**What to produce:** Which of the lines below contain the string "Некрасова"? Copy each one.

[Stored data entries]

==*==

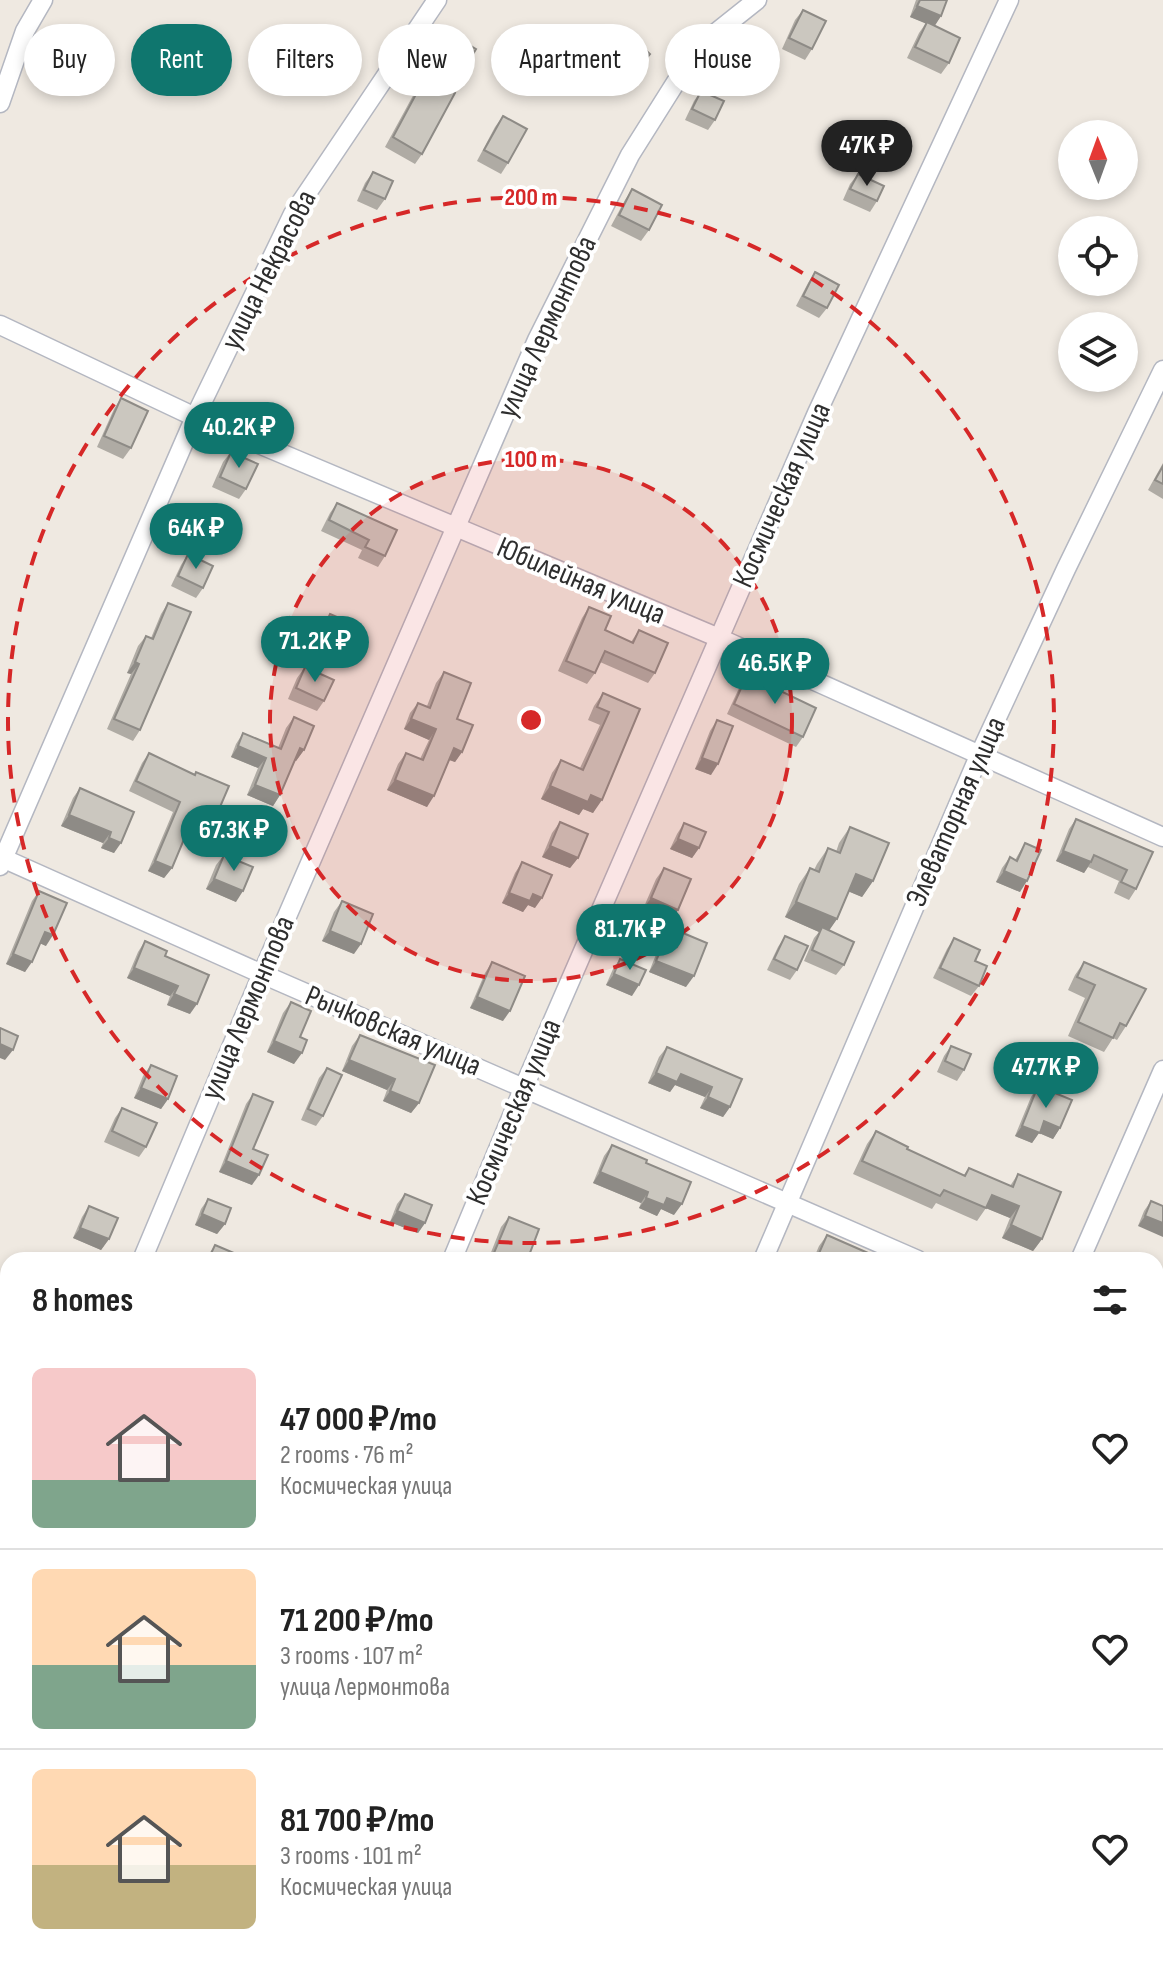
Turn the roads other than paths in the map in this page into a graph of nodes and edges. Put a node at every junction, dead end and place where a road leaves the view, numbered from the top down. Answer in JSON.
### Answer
{"nodes":[{"id":1,"x":43,"y":0,"type":"edge"},
{"id":2,"x":437,"y":0,"type":"edge"},
{"id":3,"x":757,"y":0,"type":"edge"},
{"id":4,"x":1009,"y":0,"type":"edge"},
{"id":5,"x":0,"y":103,"type":"edge"},
{"id":6,"x":0,"y":325,"type":"edge"},
{"id":7,"x":1163,"y":370,"type":"edge"},
{"id":8,"x":195,"y":417,"type":"junction"},
{"id":9,"x":456,"y":529,"type":"junction"},
{"id":10,"x":719,"y":638,"type":"junction"},
{"id":11,"x":979,"y":756,"type":"junction"},
{"id":12,"x":1163,"y":837,"type":"edge"},
{"id":13,"x":1,"y":861,"type":"edge"},
{"id":14,"x":262,"y":974,"type":"junction"},
{"id":15,"x":1163,"y":1070,"type":"edge"},
{"id":16,"x":524,"y":1087,"type":"junction"},
{"id":17,"x":787,"y":1202,"type":"junction"},
{"id":18,"x":145,"y":1252,"type":"edge"},
{"id":19,"x":455,"y":1252,"type":"edge"},
{"id":20,"x":766,"y":1252,"type":"edge"},
{"id":21,"x":900,"y":1252,"type":"edge"},
{"id":22,"x":1083,"y":1252,"type":"edge"}],
"edges":[{"from":1,"to":5,"type":"street"},
{"from":2,"to":8,"type":"street","name":"улица Некрасова"},
{"from":3,"to":9,"type":"street","name":"улица Лермонтова"},
{"from":4,"to":10,"type":"street","name":"Космическая улица"},
{"from":6,"to":8,"type":"street","name":"Юбилейная улица"},
{"from":7,"to":11,"type":"street","name":"Элеваторная улица"},
{"from":8,"to":9,"type":"street","name":"Юбилейная улица"},
{"from":8,"to":13,"type":"street","name":"улица Некрасова"},
{"from":9,"to":10,"type":"street","name":"Юбилейная улица"},
{"from":9,"to":14,"type":"street","name":"улица Лермонтова"},
{"from":10,"to":11,"type":"street","name":"Юбилейная улица"},
{"from":10,"to":16,"type":"street","name":"Космическая улица"},
{"from":11,"to":12,"type":"street","name":"Юбилейная улица"},
{"from":11,"to":17,"type":"street","name":"Элеваторная улица"},
{"from":13,"to":14,"type":"street","name":"Рычковская улица"},
{"from":14,"to":16,"type":"street","name":"Рычковская улица"},
{"from":14,"to":18,"type":"street","name":"улица Лермонтова"},
{"from":15,"to":22,"type":"street"},
{"from":16,"to":17,"type":"street","name":"Рычковская улица"},
{"from":16,"to":19,"type":"street","name":"Космическая улица"},
{"from":17,"to":20,"type":"street","name":"Элеваторная улица"},
{"from":17,"to":21,"type":"street","name":"Рычковская улица"}]}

==*==

**Answer to the problem:**
{"from":2,"to":8,"type":"street","name":"улица Некрасова"},
{"from":8,"to":13,"type":"street","name":"улица Некрасова"},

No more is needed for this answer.